Ellis begins the book with a familiar, but no less stark and disturbing, fact: “Indigenous Europeans are becoming demographic and political minorities in European nation-states.” There’s a brief discussion of the collapse in European birth rates, but Ellis is clear on the real disaster unfolding before our eyes: “It is not the low fertility rate of Europeans that renders them ethnic minorities within their own nations, but elite-sanctioned large-scale non-European immigration, which began about sixty years ago and which is now integral to the cosmopolitan EU project.” In the context of this project,
indigenous Europeans and their political and cultural institutions and identities are undergoing processes of erasure — stigmatisation, marginalisation, deprivation, and replacement — by mandated immigration ism, multicultural ism, and other methods of forced diversification, while resistance to their political and cultural marginalisation and demographic dispossession is criminalised.

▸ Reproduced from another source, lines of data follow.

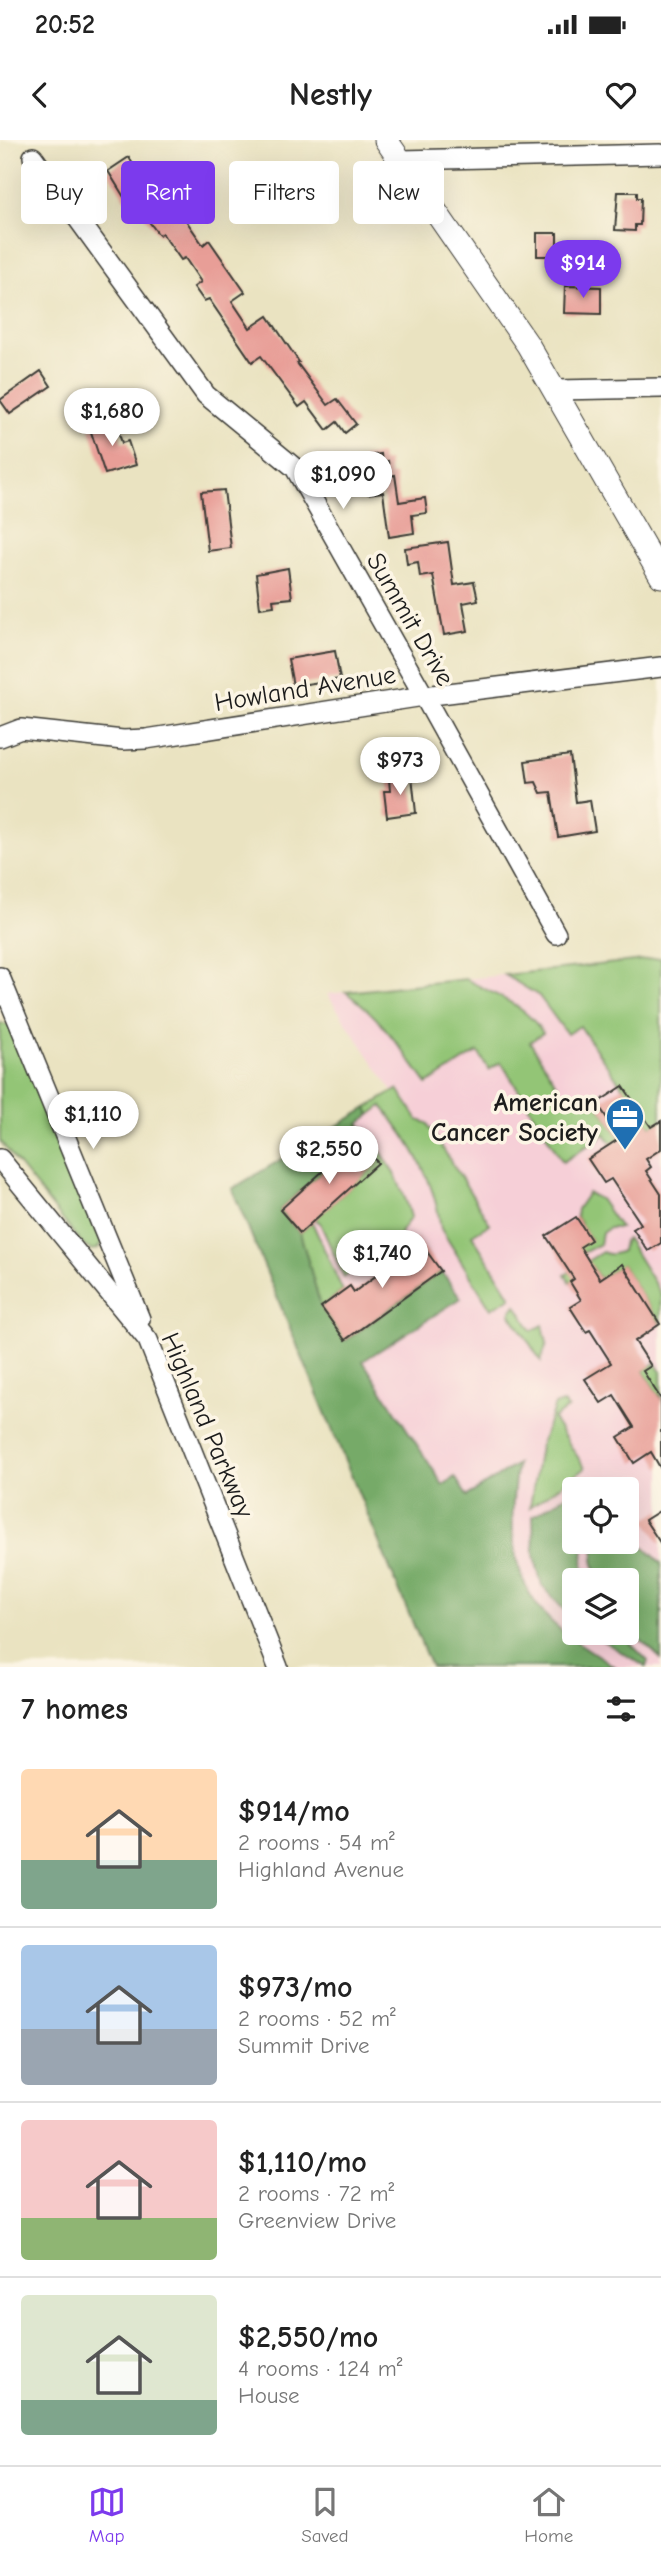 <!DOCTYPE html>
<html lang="en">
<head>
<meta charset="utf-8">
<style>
	body { margin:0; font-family:"Comic Neue",sans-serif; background:#f6f6f6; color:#222; height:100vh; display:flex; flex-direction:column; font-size:26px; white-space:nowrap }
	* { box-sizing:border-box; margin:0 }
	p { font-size:23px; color:#767676 }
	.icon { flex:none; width:38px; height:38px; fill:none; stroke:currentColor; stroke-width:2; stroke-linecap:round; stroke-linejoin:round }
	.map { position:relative; height:1527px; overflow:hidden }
	.side { display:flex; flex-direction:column; background:#fff; flex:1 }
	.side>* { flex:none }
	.hud { position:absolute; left:21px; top:21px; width:620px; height:63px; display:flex; gap:14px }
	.controls { position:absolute; left:562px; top:1337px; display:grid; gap:14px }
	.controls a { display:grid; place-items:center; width:77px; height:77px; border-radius:7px; background:#fff; box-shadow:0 7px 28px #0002; font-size:35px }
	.price { position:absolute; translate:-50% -60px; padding:0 16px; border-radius:24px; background:#fff; color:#222; font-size:23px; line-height:46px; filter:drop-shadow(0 2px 4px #0008) }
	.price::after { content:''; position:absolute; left:50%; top:42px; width:21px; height:16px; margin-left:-10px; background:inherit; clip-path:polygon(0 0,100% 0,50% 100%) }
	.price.selected { background:#7c3aed; color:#fff }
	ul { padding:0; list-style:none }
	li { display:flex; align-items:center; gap:21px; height:175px; padding:0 21px }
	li+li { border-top:2px solid #e0e0e0 }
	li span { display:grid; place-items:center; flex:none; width:196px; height:140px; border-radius:7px; color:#555 }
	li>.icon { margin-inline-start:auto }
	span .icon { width:84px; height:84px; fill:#fffc; stroke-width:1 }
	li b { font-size:30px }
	h2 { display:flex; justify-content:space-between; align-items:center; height:84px; padding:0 21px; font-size:30px }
	.chip { padding:0 24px; border-radius:7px; background:#fff; box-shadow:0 7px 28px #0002; font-size:24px; line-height:63px }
	.chip.selected { background:#7c3aed; color:#fff }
	.status { display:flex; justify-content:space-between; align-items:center; height:49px; padding:0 35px; background:#fff; direction:ltr }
	.status svg { height:19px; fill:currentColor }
	header { display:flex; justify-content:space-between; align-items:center; height:91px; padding:0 21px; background:#fff; font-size:32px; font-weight:600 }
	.dock { display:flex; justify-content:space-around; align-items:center; height:98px; border-top:2px solid #e0e0e0; background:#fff; font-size:19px; color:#767676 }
	.dock a { display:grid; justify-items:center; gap:4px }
	.dock .selected { color:#7c3aed }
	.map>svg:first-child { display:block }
	.built { fill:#f6cfd7; fill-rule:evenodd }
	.green { fill:#93c576; stroke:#587049; stroke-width:2 }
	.forest { fill:#76aa67; stroke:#496342; stroke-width:2 }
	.building { fill:#e89e97 }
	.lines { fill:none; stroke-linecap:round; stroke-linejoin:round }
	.minor-casing { stroke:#3b3a35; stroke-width:22 }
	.tertiary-casing { stroke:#3b3a35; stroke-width:25 }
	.minor { stroke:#fff; stroke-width:19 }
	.tertiary { stroke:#fff; stroke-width:23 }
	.labels { text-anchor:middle; stroke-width:7; stroke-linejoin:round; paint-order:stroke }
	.street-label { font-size:26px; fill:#1c1c1c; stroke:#fcf5e5 }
	.poi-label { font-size:26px; font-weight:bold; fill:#1c1c1c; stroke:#fcf5e5; text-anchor:end }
</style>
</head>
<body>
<div class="status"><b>20:52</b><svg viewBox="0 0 49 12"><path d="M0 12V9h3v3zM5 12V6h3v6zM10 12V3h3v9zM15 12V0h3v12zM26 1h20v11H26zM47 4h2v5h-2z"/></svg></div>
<header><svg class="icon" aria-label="back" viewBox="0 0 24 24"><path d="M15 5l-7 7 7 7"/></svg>Nestly<svg class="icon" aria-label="heart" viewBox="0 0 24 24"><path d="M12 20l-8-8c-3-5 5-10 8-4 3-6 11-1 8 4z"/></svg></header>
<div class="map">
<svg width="661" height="1527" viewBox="0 0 661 1527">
	<rect width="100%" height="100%" fill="#fcf5e5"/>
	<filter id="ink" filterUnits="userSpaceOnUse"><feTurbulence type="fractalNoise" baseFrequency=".0143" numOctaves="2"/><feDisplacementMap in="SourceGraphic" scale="14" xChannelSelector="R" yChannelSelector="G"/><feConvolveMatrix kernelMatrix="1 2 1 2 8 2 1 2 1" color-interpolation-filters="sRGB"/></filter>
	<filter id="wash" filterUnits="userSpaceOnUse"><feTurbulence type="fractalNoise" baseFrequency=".00686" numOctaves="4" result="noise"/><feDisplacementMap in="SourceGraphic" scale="28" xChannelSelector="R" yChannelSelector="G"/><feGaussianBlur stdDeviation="1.57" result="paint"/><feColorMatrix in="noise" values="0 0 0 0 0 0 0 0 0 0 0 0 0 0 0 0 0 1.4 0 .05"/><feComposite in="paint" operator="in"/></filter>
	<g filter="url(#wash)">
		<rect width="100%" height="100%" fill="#eae3c1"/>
		<!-- built -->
		<path class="built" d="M661,818V1527H431L232,1049L393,952L327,854ZM574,1349H626V1402H574ZM574,1440H626V1493H574Z"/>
		<!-- green -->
		<g class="green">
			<path d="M661,818V981L651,987C628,953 603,921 580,886L567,894L539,856L505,835Z"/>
			<path d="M466,839C494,855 525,864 543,893L530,902L569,963L583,955L593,966L597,963L620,998L611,1003L605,994L563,1022L501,922L489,930L478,912L427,944C403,911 380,876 346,852Z"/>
			<path d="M0,883L12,886L102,1103L97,1109L91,1110L82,1104L0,1001Z"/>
			<path d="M398,949L418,980L427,983L490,1084L472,1095L511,1157L491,1169L441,1089C435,1041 412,1002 382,966L370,975L367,968Z"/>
			<path d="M359,983C383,1011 402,1041 411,1077L401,1091L399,1099L344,1137L320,1083L315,1079L377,1023L357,1000Z"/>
			<path d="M588,1053L600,1059L620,1088H609L602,1093L600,1104L581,1114L577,1108L590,1099L576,1077L577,1069Z"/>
			<path d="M312,1082L343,1151L321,1167L300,1093Z"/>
			<path d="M627,1099L661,1154L660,1184L622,1125L600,1139L592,1127L570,1142L565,1135L602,1112C609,1115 614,1115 622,1111L624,1101Z"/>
			<path d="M516,1165L532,1191L543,1185L547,1203L541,1221L510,1173Z"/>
			<path d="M655,1223L661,1232V1259L643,1231Z"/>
			<path d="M563,1263L568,1268L553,1279L585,1328L530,1367L540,1306L555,1265Z"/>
		</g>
		<!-- forest -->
		<g class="forest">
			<path d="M367,968L370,975L359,983L357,1000L280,1070L300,1093L321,1167L346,1200L441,1131L461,1158L363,1221L443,1345L455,1337L467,1356L517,1324C509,1376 508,1436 546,1476C565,1497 593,1511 615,1527H431L232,1049Z"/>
			<path d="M574,1351V1402H584L583,1424L586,1440H574V1481L542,1446L534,1415L533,1376Z"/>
			<path d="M627,1391L661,1423V1519L633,1493L627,1485L626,1440H598L593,1420L596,1402H626Z"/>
			<path d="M590,1493H620L648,1521L646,1527Z"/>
		</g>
		<g id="blocks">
			<!-- building -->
			<g class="building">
				<path d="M129,17L136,30L141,27L159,56L170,48L172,51L179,46L195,67L183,76L203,105L209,100L245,152L232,161L250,188L268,176L299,222L297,223L328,265L337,259L356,284L345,293L337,282L327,290L306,262L299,267L261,216L252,222L209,159L204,161L194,147L201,142L185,118L181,120L162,93L159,95L132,59L127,62L108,31Z"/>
				<path d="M618,52H637V58H641L640,85H635V91L615,90Z"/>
				<rect x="537" y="93" width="20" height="23"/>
				<path d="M565,146L601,147V174L564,173Z"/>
				<path d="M41,231L51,246L10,274L0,260Z"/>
				<path d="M115,281L122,303L128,301L136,325L105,334L90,289Z"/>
				<path d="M381,314L382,322L388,321L390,336L395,335L399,362L425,358L427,373L412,375L414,393L389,397L383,352L368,354L362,317Z"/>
				<path d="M224,350L231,408L208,411L201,352Z"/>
				<path d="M448,402L454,445L474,442L478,460L463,463L468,491L444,495L433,435L420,437L418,422L407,424L405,408Z"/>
				<path d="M288,428L292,458L273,460L274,466L260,468L256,434Z"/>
				<path d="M335,511L340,539L293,546L288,519Z"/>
				<path d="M570,615L576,662L590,660L595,691L558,697L551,652L541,653L536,642L528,643L525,621Z"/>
				<path d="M412,636L416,673L387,677L384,651H390L389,639Z"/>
				<path d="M623,946L651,987L661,981V1009L646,1019L651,1027L646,1031L661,1054V1103L648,1111L633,1089L641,1084L611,1039L604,1043L588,1019L620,998L597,963Z"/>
				<path d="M357,1000L378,1023L300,1093L280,1070Z"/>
				<path d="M576,1077L591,1100L580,1107L600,1139L622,1124L660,1184L635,1201L651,1226L643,1231L661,1259V1329L651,1312L634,1323L618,1297L634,1287L614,1255L601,1263L585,1239L611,1223L590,1190L586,1192L570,1167L581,1160L570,1142L574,1139L546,1096Z"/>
				<path d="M417,1098L441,1131L345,1200L321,1167L350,1146L354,1152L393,1123L390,1118Z"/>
				<path d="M661,1370V1404L645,1380Z"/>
			</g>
		</g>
	</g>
	<g filter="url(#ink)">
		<use href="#blocks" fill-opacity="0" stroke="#3b3a35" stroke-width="2"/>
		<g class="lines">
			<!-- minor casing -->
			<g class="minor-casing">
				<g id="minor">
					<path d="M33,17L206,255L295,328L424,556L556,794"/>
					<path d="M401,20L661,14"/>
					<path d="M556,250L661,248"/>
					<path d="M0,597L21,589L123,600L146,599L424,556L661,527"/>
					<path d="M0,837L140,1179"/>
					<path d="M0,1019L148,1200L278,1527"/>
				</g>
			</g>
			<!-- tertiary casing -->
			<g class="tertiary-casing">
				<path id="tertiary" d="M386,0L528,205L661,436"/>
			</g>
			<!-- minor -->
			<use href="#minor" class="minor"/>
			<!-- tertiary -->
			<use href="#tertiary" class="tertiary"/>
		</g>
	</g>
	<!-- icons -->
	<defs>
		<g id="office-pin" transform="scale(2.0125)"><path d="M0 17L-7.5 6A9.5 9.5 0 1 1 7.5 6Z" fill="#1f6fb2" stroke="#fcf5e5"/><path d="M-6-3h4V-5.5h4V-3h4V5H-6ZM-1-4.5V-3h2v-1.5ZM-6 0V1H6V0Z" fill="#fff"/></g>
	</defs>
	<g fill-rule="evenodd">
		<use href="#office-pin" x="625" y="977"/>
	</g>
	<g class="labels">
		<!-- street labels -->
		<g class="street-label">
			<text transform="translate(411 479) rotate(60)" y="9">Summit Drive</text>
			<text transform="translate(305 548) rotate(-9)" y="9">Howland Avenue</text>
			<text transform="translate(208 1285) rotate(67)" y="9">Highland Parkway</text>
		</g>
		<!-- poi labels -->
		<g class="poi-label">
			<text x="598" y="971">American<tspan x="598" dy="30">Cancer Society</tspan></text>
		</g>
	</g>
</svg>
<div class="controls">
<a><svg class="icon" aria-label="locate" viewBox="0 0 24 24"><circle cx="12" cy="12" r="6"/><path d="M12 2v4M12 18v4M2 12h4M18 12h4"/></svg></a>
<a><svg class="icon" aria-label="layers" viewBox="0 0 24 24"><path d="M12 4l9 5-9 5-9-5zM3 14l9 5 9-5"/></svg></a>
</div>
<b class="price selected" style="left:583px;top:160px">$914</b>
<b class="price" style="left:112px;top:308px">$1,680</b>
<b class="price" style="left:343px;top:371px">$1,090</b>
<b class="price" style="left:400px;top:657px">$973</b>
<b class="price" style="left:93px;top:1011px">$1,110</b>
<b class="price" style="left:329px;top:1046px">$2,550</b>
<b class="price" style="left:382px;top:1150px">$1,740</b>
<div class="hud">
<a class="chip">Buy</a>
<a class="chip selected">Rent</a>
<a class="chip">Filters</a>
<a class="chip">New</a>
</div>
</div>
<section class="side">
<h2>7 homes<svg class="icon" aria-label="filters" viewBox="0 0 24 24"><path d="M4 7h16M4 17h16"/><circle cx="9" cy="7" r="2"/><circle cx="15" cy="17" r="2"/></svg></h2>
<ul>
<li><span style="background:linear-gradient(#ffd9b3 65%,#7fa58c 0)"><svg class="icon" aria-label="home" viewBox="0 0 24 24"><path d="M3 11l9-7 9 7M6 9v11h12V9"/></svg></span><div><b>$914/mo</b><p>2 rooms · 54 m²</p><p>Highland Avenue</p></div></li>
<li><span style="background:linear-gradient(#a9c7e8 60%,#9aa5b1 0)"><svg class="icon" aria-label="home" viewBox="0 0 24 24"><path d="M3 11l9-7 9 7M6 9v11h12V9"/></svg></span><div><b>$973/mo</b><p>2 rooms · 52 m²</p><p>Summit Drive</p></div></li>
<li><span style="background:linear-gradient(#f6c9c9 70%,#8fb573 0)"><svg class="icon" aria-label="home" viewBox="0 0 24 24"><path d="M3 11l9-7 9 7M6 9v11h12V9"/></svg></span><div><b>$1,110/mo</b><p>2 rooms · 72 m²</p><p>Greenview Drive</p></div></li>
<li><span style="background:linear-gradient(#dfe7d0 75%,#7fa58c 0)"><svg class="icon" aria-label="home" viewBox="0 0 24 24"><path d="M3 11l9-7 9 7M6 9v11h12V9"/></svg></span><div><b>$2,550/mo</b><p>4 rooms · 124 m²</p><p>House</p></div></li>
</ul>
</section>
<nav class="dock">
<a class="selected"><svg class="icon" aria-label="map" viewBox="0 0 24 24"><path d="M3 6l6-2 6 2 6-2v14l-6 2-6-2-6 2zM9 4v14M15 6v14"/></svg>Map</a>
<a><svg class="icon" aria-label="saved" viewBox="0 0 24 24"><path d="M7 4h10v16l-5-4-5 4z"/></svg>Saved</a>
<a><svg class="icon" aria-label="home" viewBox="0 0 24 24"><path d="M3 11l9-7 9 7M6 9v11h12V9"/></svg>Home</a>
</nav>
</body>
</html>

Implicit in Ellis’s account is the accusation both that the decline of Europeans is deliberately engineered and that it violates “various rights of native Europeans as well as international laws that prohibit genocide in any form.”

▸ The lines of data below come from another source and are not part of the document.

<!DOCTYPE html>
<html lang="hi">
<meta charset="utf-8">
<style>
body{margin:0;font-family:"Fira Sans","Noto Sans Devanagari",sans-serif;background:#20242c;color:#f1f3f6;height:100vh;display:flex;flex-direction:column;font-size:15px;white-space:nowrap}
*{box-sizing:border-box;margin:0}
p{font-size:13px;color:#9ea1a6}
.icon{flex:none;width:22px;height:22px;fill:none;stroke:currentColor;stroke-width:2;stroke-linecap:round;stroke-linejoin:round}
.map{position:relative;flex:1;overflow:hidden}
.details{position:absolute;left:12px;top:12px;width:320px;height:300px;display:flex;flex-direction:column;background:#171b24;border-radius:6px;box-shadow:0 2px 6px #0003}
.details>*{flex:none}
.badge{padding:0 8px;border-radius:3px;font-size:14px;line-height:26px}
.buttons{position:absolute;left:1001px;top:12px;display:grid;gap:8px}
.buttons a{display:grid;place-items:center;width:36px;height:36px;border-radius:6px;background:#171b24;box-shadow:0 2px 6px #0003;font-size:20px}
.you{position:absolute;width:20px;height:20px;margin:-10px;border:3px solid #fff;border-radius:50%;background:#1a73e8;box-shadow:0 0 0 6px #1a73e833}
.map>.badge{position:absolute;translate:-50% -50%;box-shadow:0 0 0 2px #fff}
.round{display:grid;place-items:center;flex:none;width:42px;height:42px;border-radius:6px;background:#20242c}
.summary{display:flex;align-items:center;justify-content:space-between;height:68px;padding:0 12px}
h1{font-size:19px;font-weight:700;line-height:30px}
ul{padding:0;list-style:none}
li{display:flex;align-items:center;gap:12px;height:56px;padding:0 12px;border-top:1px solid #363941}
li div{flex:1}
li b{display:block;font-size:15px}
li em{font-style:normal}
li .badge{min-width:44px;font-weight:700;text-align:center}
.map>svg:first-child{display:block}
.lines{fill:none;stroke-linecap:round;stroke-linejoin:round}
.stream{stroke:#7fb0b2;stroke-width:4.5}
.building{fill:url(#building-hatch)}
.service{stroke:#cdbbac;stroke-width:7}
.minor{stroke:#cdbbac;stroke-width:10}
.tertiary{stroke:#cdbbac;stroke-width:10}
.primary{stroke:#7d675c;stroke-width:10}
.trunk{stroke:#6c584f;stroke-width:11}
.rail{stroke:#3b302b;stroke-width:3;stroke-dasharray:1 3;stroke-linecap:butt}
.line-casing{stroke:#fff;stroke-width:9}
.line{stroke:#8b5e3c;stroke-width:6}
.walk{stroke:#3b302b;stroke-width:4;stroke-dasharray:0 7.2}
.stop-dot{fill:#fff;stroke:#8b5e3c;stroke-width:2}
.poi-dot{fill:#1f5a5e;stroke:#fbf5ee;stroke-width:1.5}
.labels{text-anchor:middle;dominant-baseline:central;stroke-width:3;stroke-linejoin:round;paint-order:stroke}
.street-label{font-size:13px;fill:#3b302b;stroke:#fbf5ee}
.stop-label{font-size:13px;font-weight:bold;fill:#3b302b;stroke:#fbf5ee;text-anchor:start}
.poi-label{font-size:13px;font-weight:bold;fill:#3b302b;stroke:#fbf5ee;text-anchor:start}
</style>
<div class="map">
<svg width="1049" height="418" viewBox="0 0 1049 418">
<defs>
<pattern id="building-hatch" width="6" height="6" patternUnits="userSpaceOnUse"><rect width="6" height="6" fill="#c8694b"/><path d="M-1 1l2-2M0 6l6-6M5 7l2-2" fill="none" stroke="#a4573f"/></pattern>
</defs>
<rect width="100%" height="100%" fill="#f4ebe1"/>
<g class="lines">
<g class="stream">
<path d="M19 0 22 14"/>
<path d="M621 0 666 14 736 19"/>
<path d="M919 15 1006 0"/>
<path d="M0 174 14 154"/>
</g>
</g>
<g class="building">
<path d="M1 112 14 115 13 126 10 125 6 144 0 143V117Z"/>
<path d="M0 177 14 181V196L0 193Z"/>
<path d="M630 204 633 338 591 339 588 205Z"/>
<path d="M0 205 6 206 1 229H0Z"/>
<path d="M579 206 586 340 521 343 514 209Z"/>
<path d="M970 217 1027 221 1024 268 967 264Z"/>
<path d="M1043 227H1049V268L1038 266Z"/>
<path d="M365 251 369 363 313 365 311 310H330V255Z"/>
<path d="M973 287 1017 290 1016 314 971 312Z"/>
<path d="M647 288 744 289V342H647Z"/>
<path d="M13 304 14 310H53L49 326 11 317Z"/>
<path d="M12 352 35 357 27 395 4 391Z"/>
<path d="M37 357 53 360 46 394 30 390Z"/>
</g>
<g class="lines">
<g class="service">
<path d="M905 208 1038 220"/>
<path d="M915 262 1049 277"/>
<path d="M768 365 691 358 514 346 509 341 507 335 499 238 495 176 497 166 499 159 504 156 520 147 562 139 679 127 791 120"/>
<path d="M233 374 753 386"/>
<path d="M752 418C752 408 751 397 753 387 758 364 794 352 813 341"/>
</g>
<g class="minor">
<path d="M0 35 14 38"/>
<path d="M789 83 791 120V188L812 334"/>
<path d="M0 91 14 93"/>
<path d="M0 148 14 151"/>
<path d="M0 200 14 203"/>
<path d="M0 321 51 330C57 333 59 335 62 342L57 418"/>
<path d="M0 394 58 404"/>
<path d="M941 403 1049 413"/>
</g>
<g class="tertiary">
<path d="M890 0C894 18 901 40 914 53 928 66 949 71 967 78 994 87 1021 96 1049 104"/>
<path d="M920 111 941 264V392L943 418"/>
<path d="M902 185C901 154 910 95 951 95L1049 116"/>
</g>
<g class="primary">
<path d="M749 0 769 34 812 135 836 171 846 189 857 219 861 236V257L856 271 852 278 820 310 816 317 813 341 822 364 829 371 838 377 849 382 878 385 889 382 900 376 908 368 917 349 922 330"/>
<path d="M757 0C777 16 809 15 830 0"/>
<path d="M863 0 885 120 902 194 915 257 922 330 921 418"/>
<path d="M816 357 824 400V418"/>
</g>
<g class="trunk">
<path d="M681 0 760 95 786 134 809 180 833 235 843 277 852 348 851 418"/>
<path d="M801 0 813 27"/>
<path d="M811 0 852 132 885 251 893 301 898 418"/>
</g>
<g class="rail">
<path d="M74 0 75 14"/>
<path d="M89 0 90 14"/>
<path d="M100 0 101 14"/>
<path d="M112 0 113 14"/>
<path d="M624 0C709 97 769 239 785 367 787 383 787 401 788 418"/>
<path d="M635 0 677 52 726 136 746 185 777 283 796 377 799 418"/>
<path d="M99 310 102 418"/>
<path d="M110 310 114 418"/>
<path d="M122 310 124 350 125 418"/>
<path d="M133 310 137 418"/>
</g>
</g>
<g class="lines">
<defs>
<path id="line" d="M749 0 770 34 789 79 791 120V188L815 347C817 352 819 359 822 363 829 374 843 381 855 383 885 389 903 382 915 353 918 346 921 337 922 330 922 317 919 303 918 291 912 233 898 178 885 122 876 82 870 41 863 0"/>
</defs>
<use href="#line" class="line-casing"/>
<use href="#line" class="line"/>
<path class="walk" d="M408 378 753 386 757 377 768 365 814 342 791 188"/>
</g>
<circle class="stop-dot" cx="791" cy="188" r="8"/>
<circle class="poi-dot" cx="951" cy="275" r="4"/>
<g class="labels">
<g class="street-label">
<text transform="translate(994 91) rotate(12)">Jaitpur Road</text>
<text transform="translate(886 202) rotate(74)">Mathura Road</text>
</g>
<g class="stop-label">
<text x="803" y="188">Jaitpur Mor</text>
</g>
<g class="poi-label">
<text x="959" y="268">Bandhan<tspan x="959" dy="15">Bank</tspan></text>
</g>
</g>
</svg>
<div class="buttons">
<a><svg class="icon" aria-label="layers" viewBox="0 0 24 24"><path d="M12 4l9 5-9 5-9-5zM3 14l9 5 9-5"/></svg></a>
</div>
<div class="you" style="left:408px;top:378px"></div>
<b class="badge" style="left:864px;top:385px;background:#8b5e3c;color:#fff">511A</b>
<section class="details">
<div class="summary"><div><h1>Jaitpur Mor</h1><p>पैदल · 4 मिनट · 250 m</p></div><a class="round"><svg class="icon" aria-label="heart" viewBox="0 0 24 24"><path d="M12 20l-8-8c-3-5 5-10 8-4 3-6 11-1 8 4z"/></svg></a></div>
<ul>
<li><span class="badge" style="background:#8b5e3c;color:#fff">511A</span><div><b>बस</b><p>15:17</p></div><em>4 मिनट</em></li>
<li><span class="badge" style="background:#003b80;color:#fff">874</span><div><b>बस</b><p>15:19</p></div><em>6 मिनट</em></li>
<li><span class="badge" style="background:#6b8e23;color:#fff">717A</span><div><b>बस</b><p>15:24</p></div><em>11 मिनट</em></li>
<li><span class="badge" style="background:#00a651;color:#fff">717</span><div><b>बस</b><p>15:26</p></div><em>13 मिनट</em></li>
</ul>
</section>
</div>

The book is divided into two parts. The first is “Central Influences on the Formation of the European Union,” which is a mixture of history, politics, and economics. Part II of the book is titled “Deep Ideological Currents,” and is predominantly philosophical and political. The first part of the book is further divided into three sections: “Early European Integration,” “The Fabian Society and the Frankfurt School,” and “International Geopolitical Developments.” In “Early European Integration” we are introduced to the growth of pan-European thought in the middle of the Enlightenment, with references to a European union found in the writings of George Washington, Victor Hugo, Jean-Jacques Rousseau, and Immanuel Kant. These figures promoted unity and cosmopolitanism as a means to bringing peace to a continent long-steeped in almost perpetual war, and Kant’s ideas were particularly influential in the rise of “Peace Leagues” at the start of the nineteenth century. What we see even at these very early stages, however, was a mingling of intentions and differing interpretations of cosmopolitanism. The cosmopolitanism of Kant retained a national character, and was predominantly geared towards the achievement of peace. Europeans within the peace leagues, such as the Union for Democratic Control (UDC, 1914) more or less echoed the same sentiments, but they unwittingly provided cover for those possessing ulterior motives and radically different ideas about cosmopolitanism. Although not mentioned by Ellis, the British Jewish intellectual Israel Zangwill was a co-founder and key figure on the executive of the Union for Democratic Control, and from October 1914 it was Zangwill who provided the UDC with its headquarters. From this base, Zangwill pumped out European “unity” propaganda that attacked what Ellis calls “the nationalist canon,” not with the sole focus of achieving European peace but of promoting feminism and his own idea of “the melting pot” or widespread mixing of peoples and the end of national identity. As is common with such Jewish activists, however, Zangwill was reluctant to live out his own philosophy, marrying within his ethnic group (Jewish feminist Edith Ayrton) and spending most of his life promoting Jewish causes.